The CPFSA report (CDA Report – Walkers POS), which indicates it was submitted on February 15, 2018, a month after the fire, contained this information about the death of the girls:

CPFSA Walker's Feb 2018 report

Page 10

CPFSA report Walker's Place of Safety 2018 p.11

Page 11

CPFSA report Walker's Place of Safety 2018 p. 13

Page 13

The CPFSA report says that “the Fire Department…advised that an investigation has been launched into the cause of the fire.” The Jamaica Fire Brigade’s Final Fire Report (Jamaica Fire Brigade Final Fire Report – Walker’s Place of Safety – March 16 2018) is the result of that investigation, I assume.
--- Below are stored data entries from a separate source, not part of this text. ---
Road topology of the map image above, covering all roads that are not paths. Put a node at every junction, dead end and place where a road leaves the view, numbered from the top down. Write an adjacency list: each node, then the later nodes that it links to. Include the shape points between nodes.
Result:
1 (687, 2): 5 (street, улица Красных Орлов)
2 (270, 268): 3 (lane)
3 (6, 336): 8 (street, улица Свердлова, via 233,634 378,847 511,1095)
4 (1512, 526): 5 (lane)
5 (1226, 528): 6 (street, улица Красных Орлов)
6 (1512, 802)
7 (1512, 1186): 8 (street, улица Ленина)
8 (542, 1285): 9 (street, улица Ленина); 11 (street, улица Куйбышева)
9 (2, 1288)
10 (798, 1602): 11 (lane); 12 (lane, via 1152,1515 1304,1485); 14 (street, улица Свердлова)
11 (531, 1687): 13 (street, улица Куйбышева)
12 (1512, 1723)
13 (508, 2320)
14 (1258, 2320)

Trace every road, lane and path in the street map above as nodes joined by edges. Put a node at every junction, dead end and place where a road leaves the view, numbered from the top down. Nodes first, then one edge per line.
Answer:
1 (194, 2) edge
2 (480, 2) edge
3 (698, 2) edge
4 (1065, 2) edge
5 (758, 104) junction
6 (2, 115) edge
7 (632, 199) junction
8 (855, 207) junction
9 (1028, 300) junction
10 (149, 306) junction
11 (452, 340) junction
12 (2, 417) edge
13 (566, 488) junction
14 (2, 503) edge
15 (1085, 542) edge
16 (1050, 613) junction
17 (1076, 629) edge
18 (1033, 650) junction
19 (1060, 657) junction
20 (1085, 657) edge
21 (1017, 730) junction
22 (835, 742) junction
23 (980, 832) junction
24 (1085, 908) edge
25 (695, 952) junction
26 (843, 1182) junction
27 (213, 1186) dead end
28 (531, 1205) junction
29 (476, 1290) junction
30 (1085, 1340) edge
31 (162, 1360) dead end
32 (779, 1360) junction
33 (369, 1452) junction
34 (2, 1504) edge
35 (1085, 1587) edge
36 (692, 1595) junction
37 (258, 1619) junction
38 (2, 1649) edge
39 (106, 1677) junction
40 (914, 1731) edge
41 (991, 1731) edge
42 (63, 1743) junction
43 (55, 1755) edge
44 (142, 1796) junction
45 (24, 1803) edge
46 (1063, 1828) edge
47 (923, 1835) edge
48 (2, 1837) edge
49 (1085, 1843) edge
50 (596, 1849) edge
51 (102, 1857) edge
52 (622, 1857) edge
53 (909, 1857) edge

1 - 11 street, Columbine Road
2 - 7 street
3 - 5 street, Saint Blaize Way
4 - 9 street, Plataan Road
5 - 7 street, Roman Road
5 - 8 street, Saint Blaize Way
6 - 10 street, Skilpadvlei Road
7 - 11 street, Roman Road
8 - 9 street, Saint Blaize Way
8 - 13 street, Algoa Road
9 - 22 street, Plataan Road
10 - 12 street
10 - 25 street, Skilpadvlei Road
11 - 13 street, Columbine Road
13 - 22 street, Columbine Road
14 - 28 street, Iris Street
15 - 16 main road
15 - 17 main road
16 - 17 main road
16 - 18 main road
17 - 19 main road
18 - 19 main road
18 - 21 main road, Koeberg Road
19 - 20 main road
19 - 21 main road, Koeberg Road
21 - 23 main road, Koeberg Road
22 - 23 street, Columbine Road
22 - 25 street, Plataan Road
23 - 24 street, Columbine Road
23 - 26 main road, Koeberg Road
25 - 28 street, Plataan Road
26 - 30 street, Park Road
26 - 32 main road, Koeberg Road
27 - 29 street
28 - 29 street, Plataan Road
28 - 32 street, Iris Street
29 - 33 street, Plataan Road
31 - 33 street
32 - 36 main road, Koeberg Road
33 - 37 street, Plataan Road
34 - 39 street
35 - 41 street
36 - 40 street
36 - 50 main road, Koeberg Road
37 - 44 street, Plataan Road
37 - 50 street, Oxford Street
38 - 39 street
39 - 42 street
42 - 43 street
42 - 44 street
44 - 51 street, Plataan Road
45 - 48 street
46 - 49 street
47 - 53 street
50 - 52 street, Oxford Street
It had this to say about the death of the two girls:

Walker's Fire Brigade report p 1

General Remarks – page 1

Walker's Fire Brigade report p 2

General Remarks – page 2

Walker's Fire Brigade report p 2b

Origin and Cause – page 2

I found it difficult to accept that this was all that the CPFSA had in terms of specific information on the circumstances surrounding the death of two children in State care and made a third request for relevant information. I received the following response:

“With regards to your request below, please be advised that the only documents the CPFSA has relating to the death of the children in the fire at Walker’s POS are the Jamaica Fire Brigade Report and the CPFSA Walker’s report for which you have already obtained copies.” July 3, 2018

It cannot be that this represents the entire documentation of an incident in which two girls in the care of the state died. I am at this stage assuming that some other department of government has further information documented and I will be making additional ATI requests. For example, are there any statements by staff at the facility regarding what happened that night? Were any of the children who survived interviewed and their accounts documented? Thankfully thirty-four of the thirty-six children escaped safely, but surely we must want to find out why two children did not.